Nesse contexto, Redding defende que a liderança moderna deve priorizar menos o controle e mais a orquestração da colaboração entre humanos e sistemas inteligentes. Segundo ele, à medida que a IA deixa de ser apenas uma ferramenta e passa a atuar como participante ativa nos negócios, cabe aos líderes utilizar o potencial de raciocínio das máquinas para cocriar soluções, e não apenas delegar tarefas isoladas.

"A IA pode tornar a execução barata e rápida. Quando a execução supera a velocidade de decisão, a solução não é um controle mais rígido. É um tipo de liderança completamente diferente", afirma Redding.

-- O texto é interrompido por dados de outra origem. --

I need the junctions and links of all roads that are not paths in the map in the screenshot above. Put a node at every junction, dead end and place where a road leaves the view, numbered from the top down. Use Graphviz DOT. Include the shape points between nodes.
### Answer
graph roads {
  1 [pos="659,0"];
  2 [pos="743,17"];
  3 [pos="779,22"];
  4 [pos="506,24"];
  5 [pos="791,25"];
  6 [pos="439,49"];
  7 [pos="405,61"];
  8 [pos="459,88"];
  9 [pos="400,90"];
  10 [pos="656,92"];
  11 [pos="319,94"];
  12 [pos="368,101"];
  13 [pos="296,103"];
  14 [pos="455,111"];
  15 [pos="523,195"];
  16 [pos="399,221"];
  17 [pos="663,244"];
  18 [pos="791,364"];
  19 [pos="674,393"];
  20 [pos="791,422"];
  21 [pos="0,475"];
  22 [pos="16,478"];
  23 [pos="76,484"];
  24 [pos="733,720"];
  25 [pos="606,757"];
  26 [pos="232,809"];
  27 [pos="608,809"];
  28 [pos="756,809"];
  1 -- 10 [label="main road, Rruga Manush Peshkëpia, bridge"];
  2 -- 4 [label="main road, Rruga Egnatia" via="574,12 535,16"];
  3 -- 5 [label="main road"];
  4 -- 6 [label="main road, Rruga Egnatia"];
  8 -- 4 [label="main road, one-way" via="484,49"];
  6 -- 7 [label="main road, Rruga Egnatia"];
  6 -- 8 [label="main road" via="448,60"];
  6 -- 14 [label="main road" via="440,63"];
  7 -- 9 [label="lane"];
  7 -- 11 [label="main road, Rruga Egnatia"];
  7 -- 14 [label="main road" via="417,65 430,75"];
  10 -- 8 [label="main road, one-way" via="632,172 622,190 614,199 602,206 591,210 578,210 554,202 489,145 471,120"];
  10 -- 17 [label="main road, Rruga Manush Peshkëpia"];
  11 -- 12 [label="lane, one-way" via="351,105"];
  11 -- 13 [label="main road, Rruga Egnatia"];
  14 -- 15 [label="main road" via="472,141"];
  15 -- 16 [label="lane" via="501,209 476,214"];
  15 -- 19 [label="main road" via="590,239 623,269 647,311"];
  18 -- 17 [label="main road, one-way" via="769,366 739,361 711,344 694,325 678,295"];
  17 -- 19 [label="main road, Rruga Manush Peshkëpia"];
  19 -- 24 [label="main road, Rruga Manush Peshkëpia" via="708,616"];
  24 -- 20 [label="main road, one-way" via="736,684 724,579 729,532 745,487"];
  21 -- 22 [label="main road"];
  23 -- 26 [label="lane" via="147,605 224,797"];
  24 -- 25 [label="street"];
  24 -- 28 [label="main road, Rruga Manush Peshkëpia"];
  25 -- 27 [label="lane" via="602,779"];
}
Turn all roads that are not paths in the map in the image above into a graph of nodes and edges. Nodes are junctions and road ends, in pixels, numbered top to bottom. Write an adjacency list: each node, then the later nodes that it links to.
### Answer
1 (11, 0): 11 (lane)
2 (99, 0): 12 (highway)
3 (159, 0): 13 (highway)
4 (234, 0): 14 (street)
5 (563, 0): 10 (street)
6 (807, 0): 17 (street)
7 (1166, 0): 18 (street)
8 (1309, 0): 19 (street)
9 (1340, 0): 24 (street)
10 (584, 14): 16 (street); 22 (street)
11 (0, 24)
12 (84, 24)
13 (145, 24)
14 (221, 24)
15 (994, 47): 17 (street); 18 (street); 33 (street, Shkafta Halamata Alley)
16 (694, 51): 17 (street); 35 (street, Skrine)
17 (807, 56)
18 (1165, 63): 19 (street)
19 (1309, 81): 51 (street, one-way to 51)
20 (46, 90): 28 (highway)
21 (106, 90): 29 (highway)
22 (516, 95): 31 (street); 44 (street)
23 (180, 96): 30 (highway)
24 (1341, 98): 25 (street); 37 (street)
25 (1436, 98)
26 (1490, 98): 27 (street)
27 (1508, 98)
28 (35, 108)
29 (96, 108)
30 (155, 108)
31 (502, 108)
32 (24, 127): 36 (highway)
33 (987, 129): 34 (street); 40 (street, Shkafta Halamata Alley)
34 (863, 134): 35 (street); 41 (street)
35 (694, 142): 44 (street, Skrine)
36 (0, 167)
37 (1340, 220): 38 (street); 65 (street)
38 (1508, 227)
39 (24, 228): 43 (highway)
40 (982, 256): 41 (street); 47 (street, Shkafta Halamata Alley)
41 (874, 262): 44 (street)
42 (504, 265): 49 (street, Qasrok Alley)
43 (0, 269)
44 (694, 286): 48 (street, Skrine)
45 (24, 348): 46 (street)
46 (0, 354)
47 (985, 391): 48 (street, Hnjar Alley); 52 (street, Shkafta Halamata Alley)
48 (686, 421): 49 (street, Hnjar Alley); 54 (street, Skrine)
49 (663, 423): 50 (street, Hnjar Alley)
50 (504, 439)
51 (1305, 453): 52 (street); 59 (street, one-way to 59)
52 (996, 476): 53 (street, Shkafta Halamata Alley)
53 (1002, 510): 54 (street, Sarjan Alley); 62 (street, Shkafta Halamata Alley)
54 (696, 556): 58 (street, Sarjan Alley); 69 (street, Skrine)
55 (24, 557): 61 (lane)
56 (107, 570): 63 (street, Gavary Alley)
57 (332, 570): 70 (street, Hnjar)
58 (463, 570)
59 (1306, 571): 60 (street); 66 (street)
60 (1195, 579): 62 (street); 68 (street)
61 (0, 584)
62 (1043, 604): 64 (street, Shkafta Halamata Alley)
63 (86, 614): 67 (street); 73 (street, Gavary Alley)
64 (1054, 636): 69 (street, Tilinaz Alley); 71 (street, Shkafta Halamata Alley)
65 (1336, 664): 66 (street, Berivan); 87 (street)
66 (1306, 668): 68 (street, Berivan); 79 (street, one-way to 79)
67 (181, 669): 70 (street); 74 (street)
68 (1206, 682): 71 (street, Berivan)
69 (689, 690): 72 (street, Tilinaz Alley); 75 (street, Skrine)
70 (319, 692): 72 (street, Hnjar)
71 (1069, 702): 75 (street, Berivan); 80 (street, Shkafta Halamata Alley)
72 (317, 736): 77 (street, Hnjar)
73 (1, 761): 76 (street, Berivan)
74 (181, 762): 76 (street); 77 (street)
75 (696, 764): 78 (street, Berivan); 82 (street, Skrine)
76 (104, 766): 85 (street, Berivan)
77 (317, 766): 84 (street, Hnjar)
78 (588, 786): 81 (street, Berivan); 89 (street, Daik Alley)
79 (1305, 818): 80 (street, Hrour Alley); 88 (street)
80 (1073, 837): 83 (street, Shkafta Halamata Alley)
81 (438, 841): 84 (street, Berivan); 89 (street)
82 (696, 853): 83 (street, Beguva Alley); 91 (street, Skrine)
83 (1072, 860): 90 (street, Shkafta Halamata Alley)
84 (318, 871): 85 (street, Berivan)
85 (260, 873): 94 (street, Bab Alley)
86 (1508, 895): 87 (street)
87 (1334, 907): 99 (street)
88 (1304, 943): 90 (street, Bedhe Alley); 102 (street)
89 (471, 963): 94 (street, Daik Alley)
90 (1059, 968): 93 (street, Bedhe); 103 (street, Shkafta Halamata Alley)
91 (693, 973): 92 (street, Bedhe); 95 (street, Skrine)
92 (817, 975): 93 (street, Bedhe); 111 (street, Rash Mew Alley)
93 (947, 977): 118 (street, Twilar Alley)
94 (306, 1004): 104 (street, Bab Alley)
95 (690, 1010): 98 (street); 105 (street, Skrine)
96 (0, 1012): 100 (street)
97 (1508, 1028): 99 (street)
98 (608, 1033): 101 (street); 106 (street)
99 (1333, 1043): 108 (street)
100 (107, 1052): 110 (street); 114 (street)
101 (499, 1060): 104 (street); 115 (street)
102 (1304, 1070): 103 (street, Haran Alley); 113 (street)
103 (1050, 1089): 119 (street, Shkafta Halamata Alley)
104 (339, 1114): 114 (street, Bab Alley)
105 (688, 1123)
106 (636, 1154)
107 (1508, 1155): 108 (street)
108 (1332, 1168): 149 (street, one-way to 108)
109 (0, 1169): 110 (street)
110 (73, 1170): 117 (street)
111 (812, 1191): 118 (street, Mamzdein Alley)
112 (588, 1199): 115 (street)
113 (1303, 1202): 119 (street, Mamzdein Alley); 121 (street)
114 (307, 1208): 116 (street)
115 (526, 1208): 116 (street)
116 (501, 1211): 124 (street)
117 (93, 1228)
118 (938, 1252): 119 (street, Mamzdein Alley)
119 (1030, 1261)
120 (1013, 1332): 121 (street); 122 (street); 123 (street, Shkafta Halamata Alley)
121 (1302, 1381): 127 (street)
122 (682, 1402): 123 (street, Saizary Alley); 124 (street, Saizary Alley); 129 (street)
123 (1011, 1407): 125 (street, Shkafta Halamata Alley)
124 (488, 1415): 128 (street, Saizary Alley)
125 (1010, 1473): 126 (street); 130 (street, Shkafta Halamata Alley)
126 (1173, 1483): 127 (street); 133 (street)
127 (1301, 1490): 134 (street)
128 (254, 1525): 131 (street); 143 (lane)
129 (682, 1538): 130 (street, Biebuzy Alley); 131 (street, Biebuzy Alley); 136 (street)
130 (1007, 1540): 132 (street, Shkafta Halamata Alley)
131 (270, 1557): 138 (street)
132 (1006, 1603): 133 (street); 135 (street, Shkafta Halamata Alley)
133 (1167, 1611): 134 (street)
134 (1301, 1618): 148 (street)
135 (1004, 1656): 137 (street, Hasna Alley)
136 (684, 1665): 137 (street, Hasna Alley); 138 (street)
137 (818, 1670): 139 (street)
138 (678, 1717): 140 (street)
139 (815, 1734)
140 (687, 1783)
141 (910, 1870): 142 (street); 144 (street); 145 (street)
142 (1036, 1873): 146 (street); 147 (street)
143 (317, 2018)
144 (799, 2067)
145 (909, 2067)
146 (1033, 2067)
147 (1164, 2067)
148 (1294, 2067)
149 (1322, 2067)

O futurista observa que, na era da IA, profissionais em todo o mundo estão migrando de executores de tarefas para tomadores de decisão. Por isso, a liderança deve assumir o papel de maestro, conduzindo a orquestra organizacional.

"Orquestrar é liderar o sistema como um todo. O termo vem da música: cada músico sabe o que deve tocar, e o maestro orienta conforme as condições mudam. Isso é orquestração — um ajuste frequente do sistema diante das mudanças", explica.

De acordo com Redding, liderar empresas atualmente envolve um ciclo contínuo de monitoramento das capacidades em evolução, avaliação de resultados, realocação de responsabilidades entre humanos e agentes inteligentes, e ajuste dos padrões de interação.

Ele ressalta que o principal desafio para o futuro das empresas não é a velocidade das mudanças, mas a visão estratégica. "O risco real não é agir devagar, mas otimizar o modelo de negócio para um futuro em que ele não será mais relevante. A verdadeira oportunidade está em explorar e evoluir continuamente o modelo de negócios para atender às necessidades futuras à medida que surgem", conclui.

O São Paulo Innovation Week, maior festival global de tecnologia e inovação, é promovido pelo Estadão em parceria com a Base Eventos, no Pacaembu e na Faap, entre os dias 13 e 15. O evento reúne mais de 2 mil palestrantes nacionais e internacionais das áreas de ciência, saúde, educação, agronegócio, finanças, mobilidade, geopolítica, esportes, sustentabilidade, arte, música, filosofia, entre outras.